FACT CHECK: NRA website on Maine background check campaign
The National Rifle Association recently launched a website, www.votenoquestion3.org, in an attempt to influence Mainers on Question 3 on this November’s ballot. The website is riddled with factual inaccuracies and misleading statements, and we have fact-checked many of them below.
Out-of-state influence- from Serbia?
In addition to the factual inaccuracies, the NRA website features a number of notable quirks. As pointed out by Michael Shepherd in the Bangor Daily News, the logo of the site contained an outline of the state of Maine that was not accurate. After Shepherd pointed out that they didn’t even get the state outline correct, the NRA quickly removed the logo and replaced it with a new one:
The website’s central purpose seems to be to whip up fear of out-of-state influence on Maine’s gun laws. Not only is their premise incorrect (the Yes on 3 campaign is a Maine-based campaign that was sponsored by Mainers, is supported by Maine’s law enforcement community and put on the ballot with the signatures of 85,000 Mainers), but the imagery the NRA uses to reinforce its point is of hunters who are not only NOT from Maine, but likely are not even Americans. The photos are stock photos taken by a Serbian photographer named Pedrov Vuckovic.
These images underscore the irony of the NRA’s claims that Yes on 3 is an out-of-state effort. The NRA — a DC-based, special interest group — attempts to generate xenophobic fear by using out-of-state imagery while failing to even correctly identify the shape of our state. Even more ham-handed, the gun lobby exposes their complete disconnect with Maine’s sporting community by featuring stock images of hunters who are not wearing hunter-orange, as required by Maine law. Perhaps hunter-orange is not required in Serbia, but here in Maine, responsible hunters follow the game laws. In addition, all the contacts for the media listed on the website are from out of state and list the Northern Virginia offices of the NRA for contact information.
Sloppy work to say the least, but the NRA’s lack of understanding Maine doesn’t stop with these photographs.
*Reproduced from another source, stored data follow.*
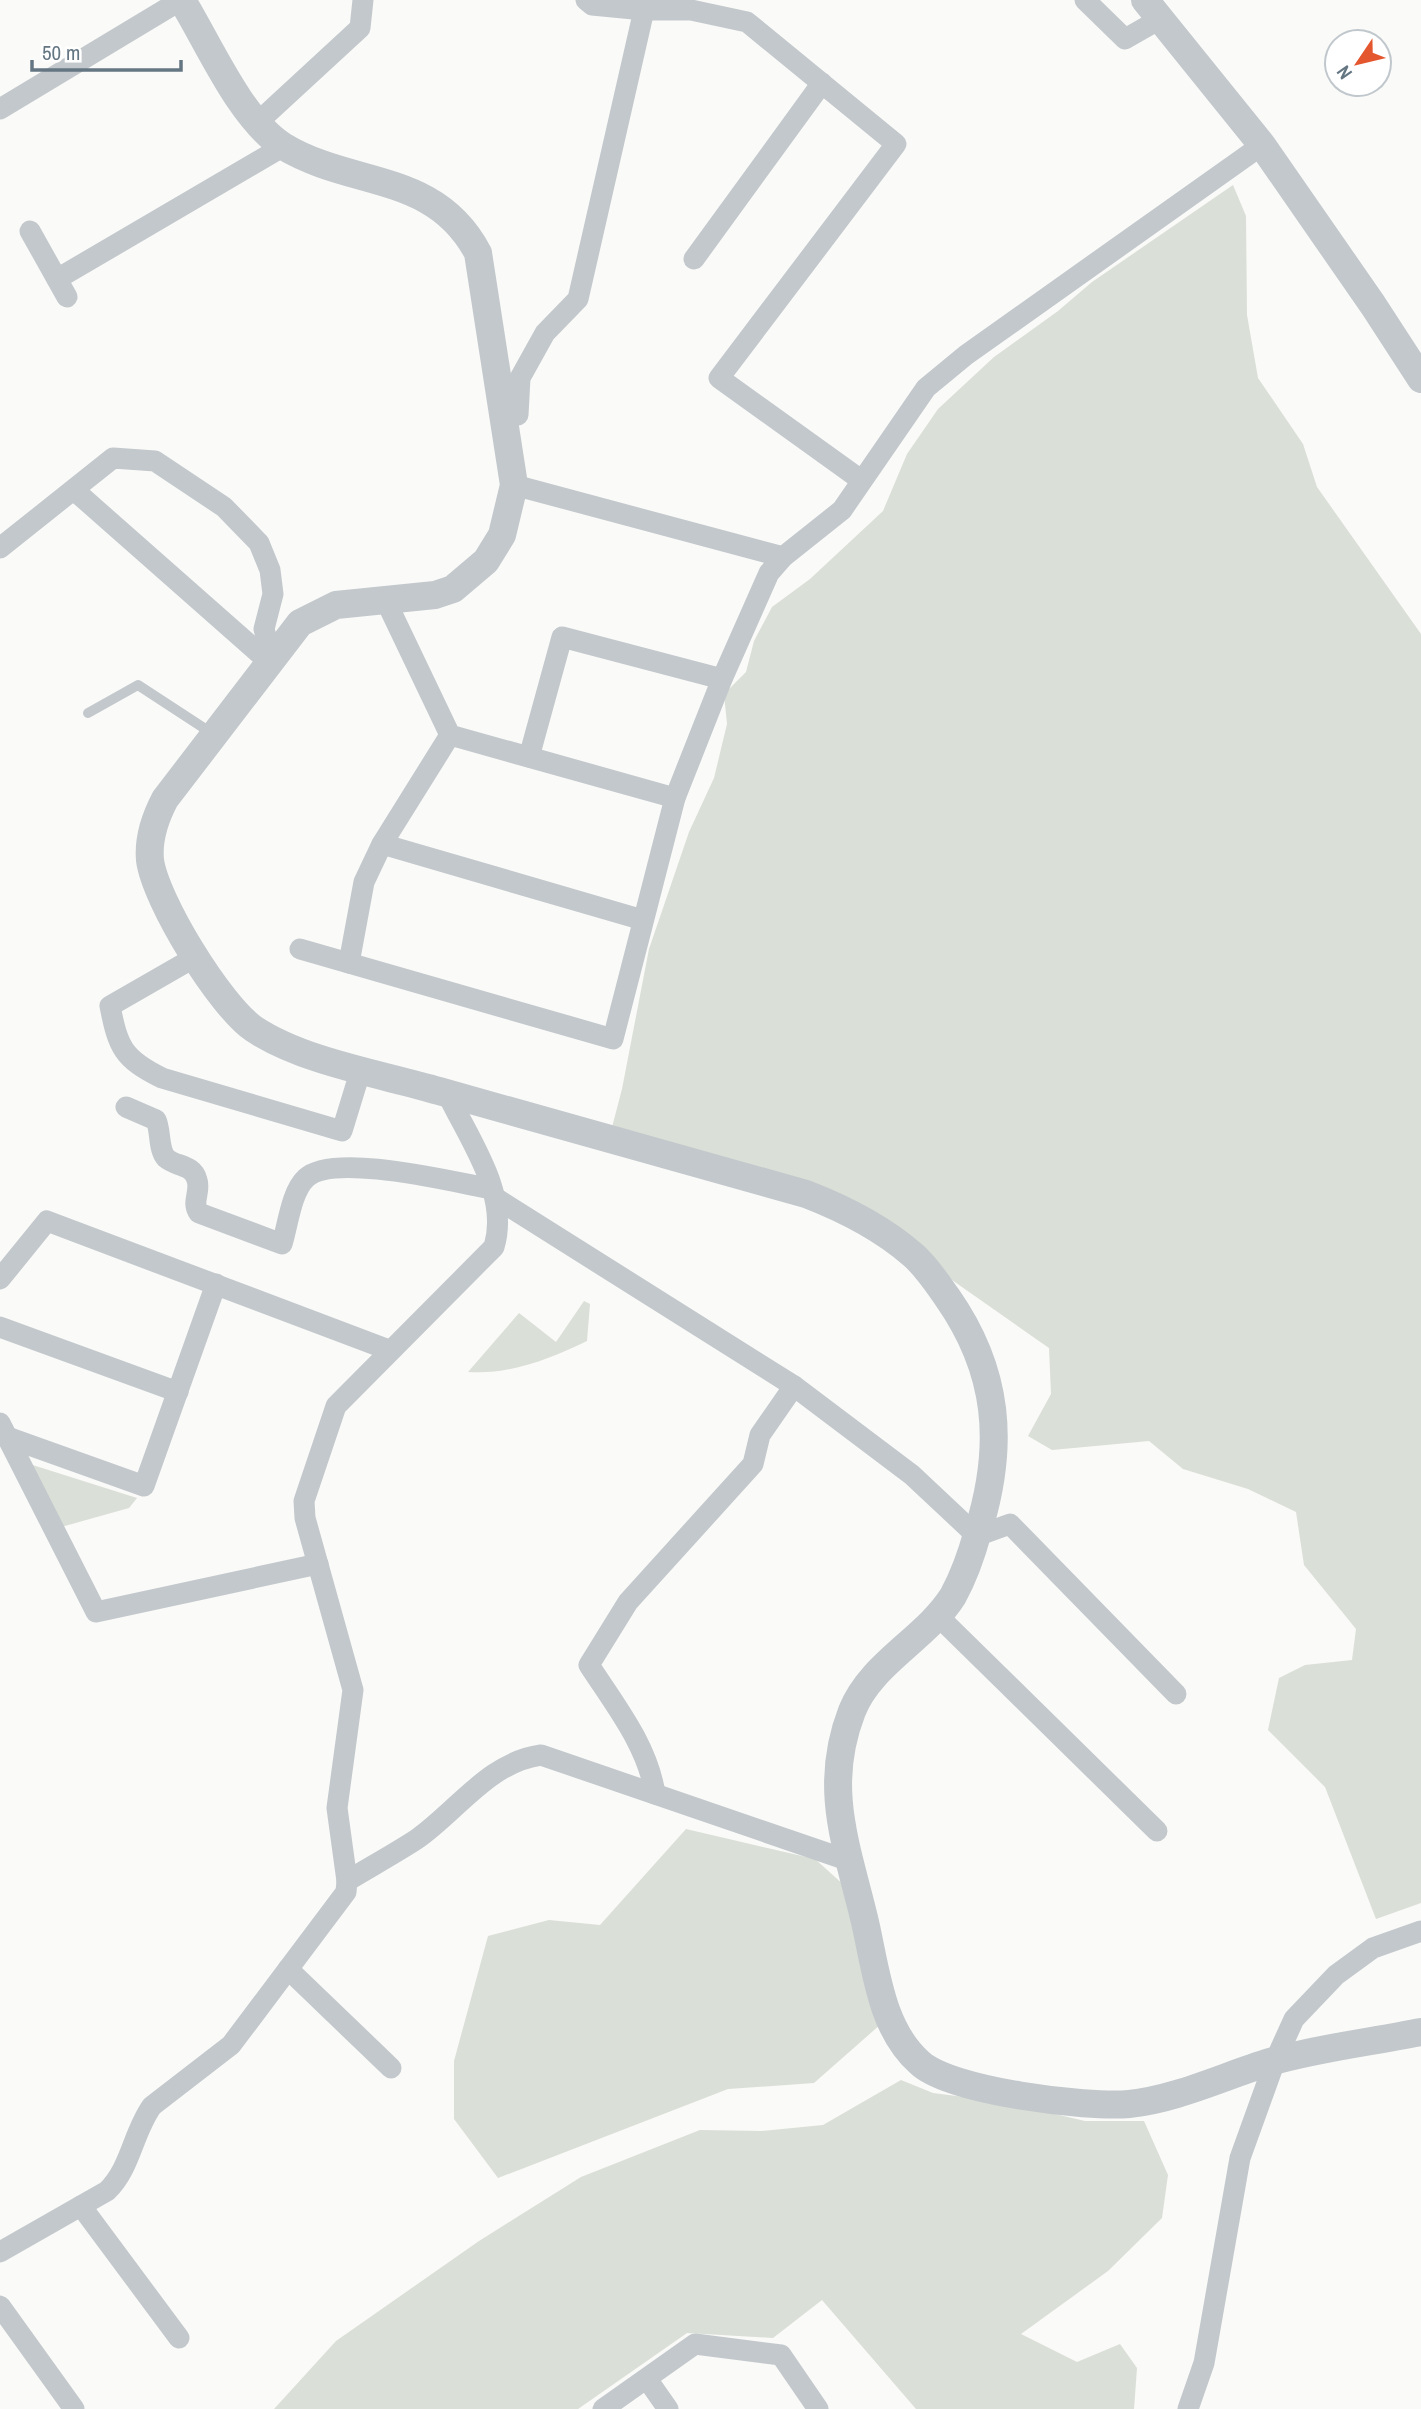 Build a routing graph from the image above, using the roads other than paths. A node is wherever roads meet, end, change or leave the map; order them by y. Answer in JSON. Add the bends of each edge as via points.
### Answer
{"nodes":[{"id":1,"x":363,"y":0,"type":"edge"},
{"id":2,"x":586,"y":0,"type":"edge"},
{"id":3,"x":727,"y":0,"type":"edge"},
{"id":4,"x":1086,"y":0,"type":"edge"},
{"id":5,"x":186,"y":2,"type":"edge"},
{"id":6,"x":644,"y":10,"type":"junction"},
{"id":7,"x":691,"y":10,"type":"junction"},
{"id":8,"x":1153,"y":10,"type":"edge"},
{"id":9,"x":822,"y":83,"type":"junction"},
{"id":10,"x":0,"y":109,"type":"edge"},
{"id":11,"x":258,"y":122,"type":"junction"},
{"id":12,"x":1262,"y":145,"type":"junction"},
{"id":13,"x":284,"y":146,"type":"junction"},
{"id":14,"x":30,"y":232,"type":"dead end"},
{"id":15,"x":694,"y":259,"type":"dead end"},
{"id":16,"x":1421,"y":379,"type":"edge"},
{"id":17,"x":503,"y":415,"type":"junction"},
{"id":18,"x":861,"y":480,"type":"junction"},
{"id":19,"x":514,"y":485,"type":"junction"},
{"id":20,"x":74,"y":490,"type":"junction"},
{"id":21,"x":0,"y":548,"type":"edge"},
{"id":22,"x":783,"y":557,"type":"junction"},
{"id":23,"x":385,"y":599,"type":"junction"},
{"id":24,"x":270,"y":659,"type":"junction"},
{"id":25,"x":722,"y":679,"type":"junction"},
{"id":26,"x":88,"y":713,"type":"dead end"},
{"id":27,"x":213,"y":734,"type":"junction"},
{"id":28,"x":450,"y":735,"type":"junction"},
{"id":29,"x":529,"y":757,"type":"junction"},
{"id":30,"x":675,"y":798,"type":"junction"},
{"id":31,"x":382,"y":844,"type":"junction"},
{"id":32,"x":643,"y":920,"type":"junction"},
{"id":33,"x":300,"y":949,"type":"dead end"},
{"id":34,"x":197,"y":956,"type":"junction"},
{"id":35,"x":349,"y":963,"type":"junction"},
{"id":36,"x":360,"y":1069,"type":"junction"},
{"id":37,"x":447,"y":1093,"type":"junction"},
{"id":38,"x":126,"y":1107,"type":"dead end"},
{"id":39,"x":495,"y":1194,"type":"junction"},
{"id":40,"x":0,"y":1279,"type":"edge"},
{"id":41,"x":216,"y":1284,"type":"junction"},
{"id":42,"x":0,"y":1327,"type":"edge"},
{"id":43,"x":389,"y":1350,"type":"junction"},
{"id":44,"x":794,"y":1386,"type":"junction"},
{"id":45,"x":178,"y":1392,"type":"junction"},
{"id":46,"x":4,"y":1430,"type":"edge"},
{"id":47,"x":977,"y":1536,"type":"junction"},
{"id":48,"x":318,"y":1564,"type":"junction"},
{"id":49,"x":939,"y":1617,"type":"junction"},
{"id":50,"x":1176,"y":1694,"type":"dead end"},
{"id":51,"x":655,"y":1794,"type":"junction"},
{"id":52,"x":1157,"y":1831,"type":"dead end"},
{"id":53,"x":850,"y":1861,"type":"junction"},
{"id":54,"x":347,"y":1881,"type":"junction"},
{"id":55,"x":1421,"y":1931,"type":"edge"},
{"id":56,"x":288,"y":1969,"type":"junction"},
{"id":57,"x":1421,"y":2032,"type":"edge"},
{"id":58,"x":1275,"y":2061,"type":"junction"},
{"id":59,"x":391,"y":2068,"type":"dead end"},
{"id":60,"x":81,"y":2206,"type":"junction"},
{"id":61,"x":0,"y":2252,"type":"edge"},
{"id":62,"x":0,"y":2306,"type":"edge"},
{"id":63,"x":179,"y":2337,"type":"dead end"},
{"id":64,"x":647,"y":2379,"type":"junction"},
{"id":65,"x":74,"y":2409,"type":"edge"},
{"id":66,"x":603,"y":2409,"type":"edge"},
{"id":67,"x":668,"y":2409,"type":"edge"},
{"id":68,"x":818,"y":2409,"type":"edge"},
{"id":69,"x":1188,"y":2409,"type":"edge"}],
"edges":[{"from":1,"to":11,"type":"street","via":[[360,28]]},
{"from":2,"to":6,"type":"street","via":[[592,5]]},
{"from":3,"to":7,"type":"street","via":[[708,9]]},
{"from":4,"to":8,"type":"street","via":[[1125,38]]},
{"from":5,"to":10,"type":"street"},
{"from":5,"to":11,"type":"street"},
{"from":6,"to":7,"type":"street"},
{"from":6,"to":17,"type":"street","via":[[578,299],[544,333],[520,379],[518,415]]},
{"from":7,"to":9,"type":"street","via":[[747,22]]},
{"from":8,"to":12,"type":"street"},
{"from":9,"to":15,"type":"street"},
{"from":9,"to":18,"type":"street","via":[[896,144],[719,377]]},
{"from":11,"to":13,"type":"street"},
{"from":12,"to":16,"type":"street"},
{"from":12,"to":18,"type":"street","via":[[926,388]]},
{"from":13,"to":14,"type":"street","via":[[62,288]]},
{"from":13,"to":17,"type":"street","via":[[418,194],[465,227],[478,253]]},
{"from":17,"to":19,"type":"street"},
{"from":18,"to":22,"type":"street","via":[[842,510]]},
{"from":19,"to":22,"type":"street"},
{"from":19,"to":23,"type":"street","via":[[502,535],[473,575],[435,595]]},
{"from":20,"to":21,"type":"street"},
{"from":20,"to":24,"type":"street"},
{"from":20,"to":24,"type":"street","via":[[113,458],[155,461],[224,507],[259,543],[270,570],[273,594],[264,629]]},
{"from":22,"to":25,"type":"street","via":[[769,573]]},
{"from":23,"to":24,"type":"street","via":[[318,612],[300,623]]},
{"from":23,"to":28,"type":"street"},
{"from":24,"to":27,"type":"street"},
{"from":25,"to":29,"type":"street","via":[[562,637]]},
{"from":25,"to":30,"type":"street"},
{"from":26,"to":27,"type":"lane","via":[[138,685]]},
{"from":27,"to":34,"type":"street","via":[[165,799],[151,836],[150,859],[157,888]]},
{"from":28,"to":29,"type":"street"},
{"from":28,"to":31,"type":"street"},
{"from":29,"to":30,"type":"street"},
{"from":30,"to":32,"type":"street"},
{"from":31,"to":32,"type":"street"},
{"from":31,"to":35,"type":"street","via":[[364,882]]},
{"from":32,"to":35,"type":"street","via":[[613,1039]]},
{"from":33,"to":35,"type":"street"},
{"from":34,"to":36,"type":"street","via":[[224,1000],[255,1029],[292,1047]]},
{"from":34,"to":36,"type":"street","via":[[110,1006],[117,1042],[143,1069],[342,1131]]},
{"from":36,"to":37,"type":"street"},
{"from":37,"to":39,"type":"street"},
{"from":37,"to":47,"type":"street","via":[[806,1194],[848,1211],[915,1256],[962,1319],[980,1353],[989,1384],[994,1449],[991,1490]]},
{"from":38,"to":39,"type":"street","via":[[156,1120],[162,1151],[191,1169],[199,1213],[282,1244],[300,1185],[318,1169],[353,1166]]},
{"from":39,"to":43,"type":"street","via":[[497,1237],[488,1257]]},
{"from":39,"to":44,"type":"street"},
{"from":40,"to":41,"type":"street","via":[[47,1222]]},
{"from":41,"to":43,"type":"street"},
{"from":41,"to":45,"type":"street"},
{"from":42,"to":45,"type":"street"},
{"from":43,"to":48,"type":"street","via":[[331,1414],[304,1501]]},
{"from":44,"to":47,"type":"street","via":[[912,1475]]},
{"from":44,"to":51,"type":"street","via":[[760,1435],[753,1464],[628,1602],[589,1665],[638,1743]]},
{"from":45,"to":46,"type":"street","via":[[144,1486]]},
{"from":46,"to":48,"type":"street","via":[[96,1612]]},
{"from":47,"to":49,"type":"street","via":[[956,1590]]},
{"from":47,"to":50,"type":"street","via":[[1010,1524]]},
{"from":48,"to":54,"type":"street","via":[[353,1690],[337,1808]]},
{"from":49,"to":52,"type":"street"},
{"from":49,"to":53,"type":"street","via":[[870,1683],[850,1716],[836,1778]]},
{"from":51,"to":53,"type":"street"},
{"from":51,"to":54,"type":"street","via":[[541,1755],[526,1757],[472,1790],[419,1838]]},
{"from":53,"to":58,"type":"street","via":[[896,2034],[922,2066],[940,2075],[961,2084],[1084,2104],[1128,2104]]},
{"from":54,"to":56,"type":"street","via":[[346,1892]]},
{"from":55,"to":58,"type":"street","via":[[1373,1948],[1336,1975],[1294,2019]]},
{"from":56,"to":59,"type":"street"},
{"from":56,"to":60,"type":"street","via":[[231,2045],[152,2106],[116,2183]]},
{"from":57,"to":58,"type":"street"},
{"from":58,"to":69,"type":"street","via":[[1240,2158],[1204,2362]]},
{"from":60,"to":61,"type":"street"},
{"from":60,"to":63,"type":"street"},
{"from":62,"to":65,"type":"street"},
{"from":64,"to":66,"type":"street"},
{"from":64,"to":67,"type":"street"},
{"from":64,"to":68,"type":"street","via":[[695,2344],[781,2355]]}]}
The NRA’s website makes a large number of claims that indicate they either don’t understand the proposed law or are intentionally distorting the truth. Below is a point-by-point fact check of these claims:
NRA: Question 3 “Would Not Stop Criminals”
WRONG. Since 1998, the background check system has worked to block more than 5,500 gun sales in Maine to felons, domestic abusers, those with severe mental illness and other dangerous people, and more than 2.4 million people nationwide. This law seeks to close a dangerous loophole that allows guns to be sold over the Internet or through the classifieds with no background check, no questions asked.
NRA: Question 3 “Criminalizes Sales & Transfers”
WRONG. This initiative simply makes it harder for dangerous people – such as criminals, domestic abusers and the severely mentally ill – to get their hands on guns. It does nothing to prevent law-abiding Mainers from selling or purchasing firearms, and it builds on Maine’s heritage of responsible gun ownership. Responsible sellers want to know that they’ve sold a gun to another responsible buyer. This initiative is a common-sense policy that protects the rights of law-abiding Maine gun owners while doing more to make it harder for dangerous people to get guns.
NRA: Question 3’s “Exceptions Are Misleading”
WRONG. Question 3 clearly lays out exemptions for hunting trips and for the transfers of firearms between family members. The NRA is using the same playbook they have used over and over to block common-sense regulations — attempting to confuse and scare the electorate. Question 3 simply takes existing federal law that requires background checks for all dealer sales and applies it to private sales.
NRA: Question 3 is “Unenforceable And Unfunded”
WRONG. The statistics are clear: In states that require criminal background checks for all handgun sales:
48% fewer law enforcement officers are killed with handguns,
46% fewer women are shot to death by intimate partners,
There are 48% fewer gun suicides, and
There is 48% less gun trafficking.
And in Missouri, when that state repealed its background check requirements, gun crimes went up.
The launch of this disaster of a website is a good indicator of what is to come from the NRA during this election. Unfortunately for them, they are off to a pretty rocky start.